Canal+ et TPS accélèrent la renégociation de leurs exclusivités avec les grands studios américains, l’approvisionnement en blockbusters demeurant, après le football, la priorité des deux concurrents. Si TPS est désormais un acteur de taille, Canal+ conserve encore le leadership sur la diffusion du cinéma américain.

 
 
Canal+ diffusera en exclusivité La guerre des mondes de Steven Spielberg comme l’ensemble du catalogue DeamWorks.
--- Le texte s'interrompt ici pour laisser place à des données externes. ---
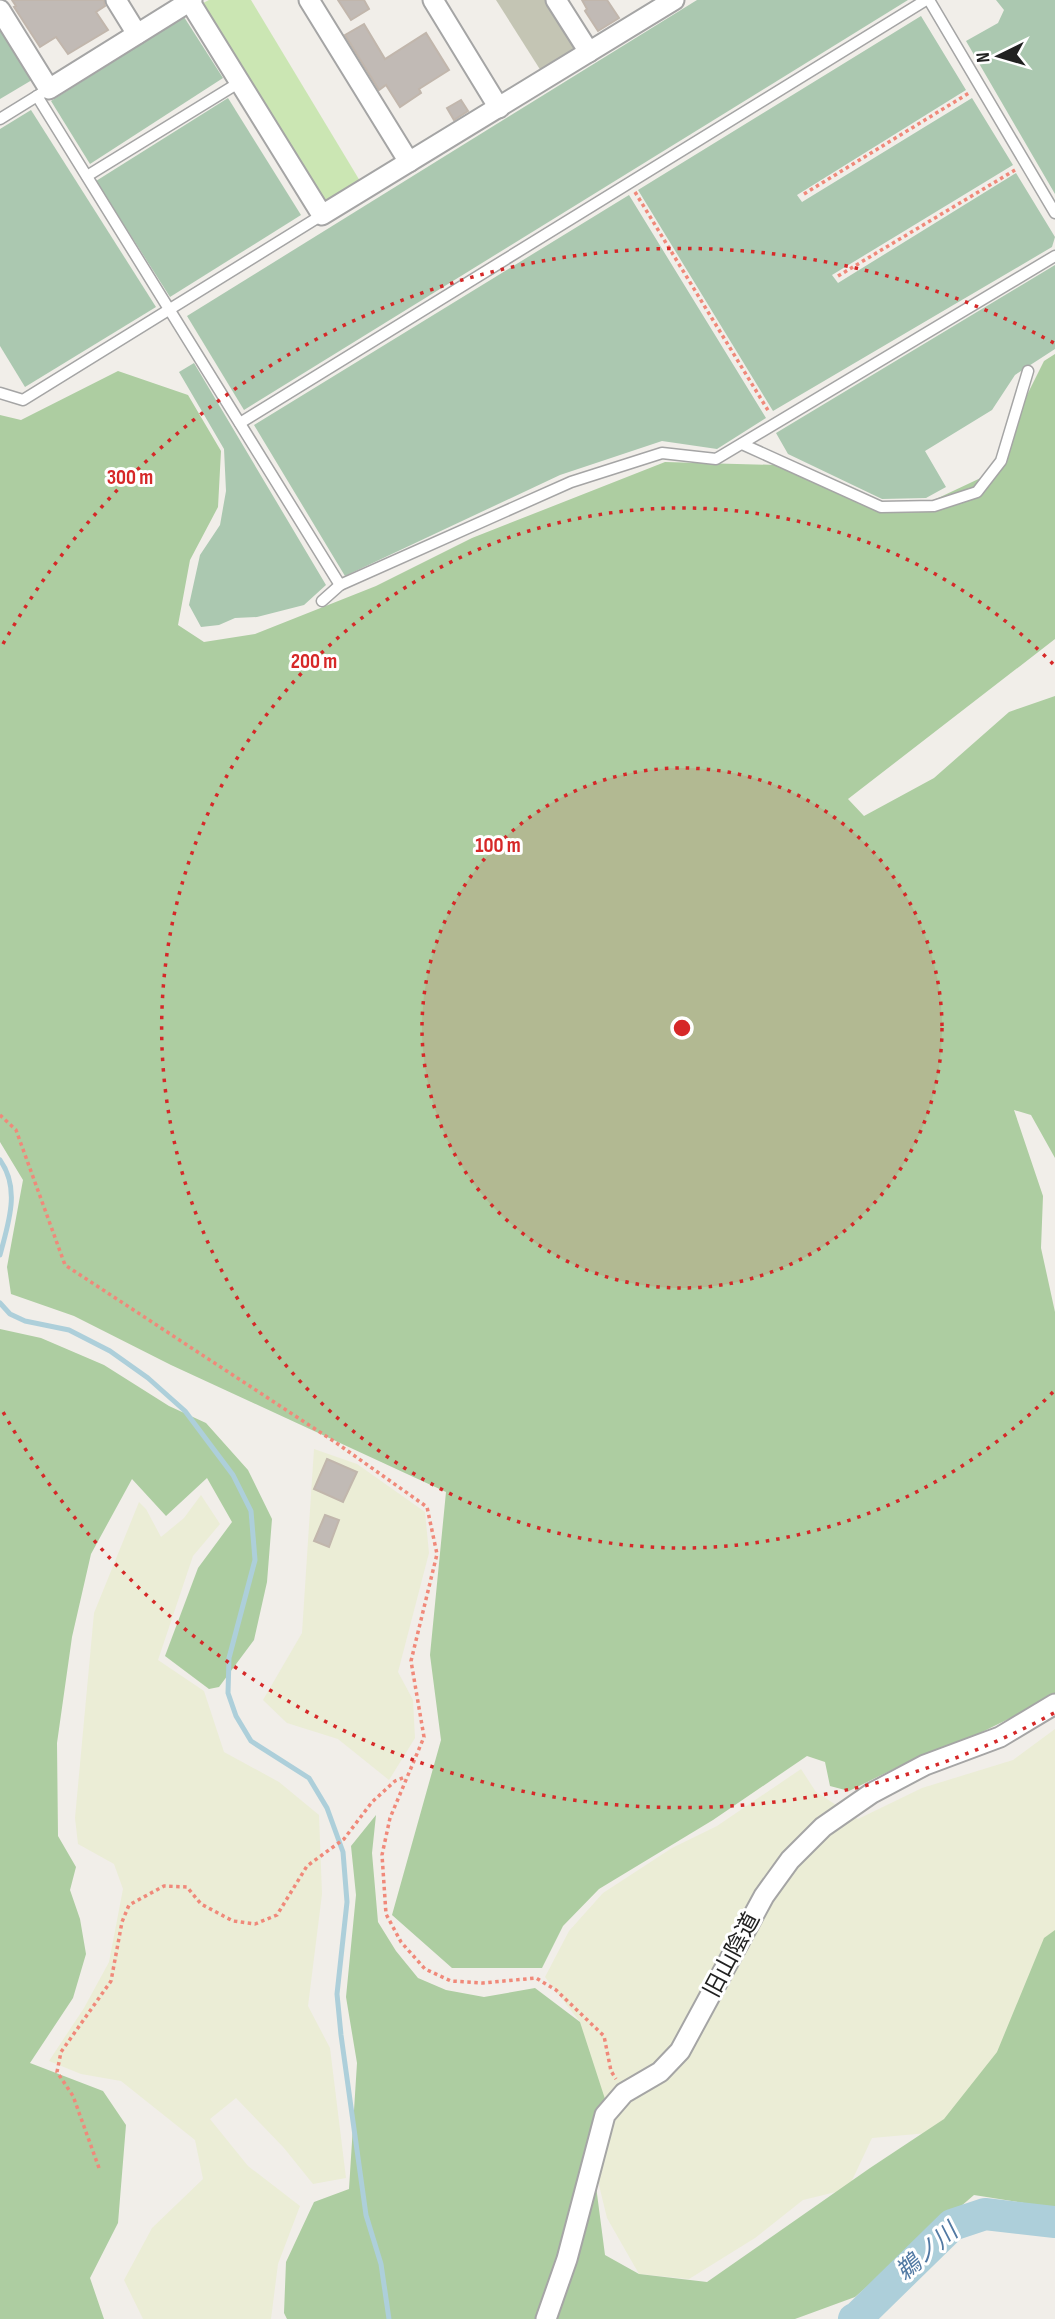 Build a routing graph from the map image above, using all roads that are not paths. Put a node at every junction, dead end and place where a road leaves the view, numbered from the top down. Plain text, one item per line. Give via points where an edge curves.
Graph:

C’est l’arbre qui cache la forêt. Si l’on a beaucoup parlé ces derniers mois de la bataille homérique entre TPS et Canal+ sur les droits du football, il est un autre combat essentiel qu’ont continué à mener les deux adversaires français, celui de l’approvisionnement en cinéma, seconde motivation d’abonnement après le sport (selon Canal+, 43% de ses clients viennent pour le sport et le cinéma et 27% uniquement pour ce dernier). Dans cette optique, détenir les plus gros blockbusters américains est donc une nécessité pour les uns et les autres. Privée de Ligue 1 de football, TPS n’a d’ailleurs pas manqué de communiquer tous azimuts sur son recentrage autour du cinéma (utilisant par exemple à plein régime l’ouverture du samedi soir à la diffusion de films ou encore son exclusivité sur le catalogue Warner). Piqué au vif, son homologue de Canal+, Rodolphe Belmer rappelait immédiatement que “Canal+ était très soucieux de son partenariat avec le cinéma”. Et le directeur général adjoint du groupe Canal+ de réaffirmer que, malgré l’exclusivité des droits du football, l’équilibre entre foot et cinéma ne serait pas modifié à l’antenne.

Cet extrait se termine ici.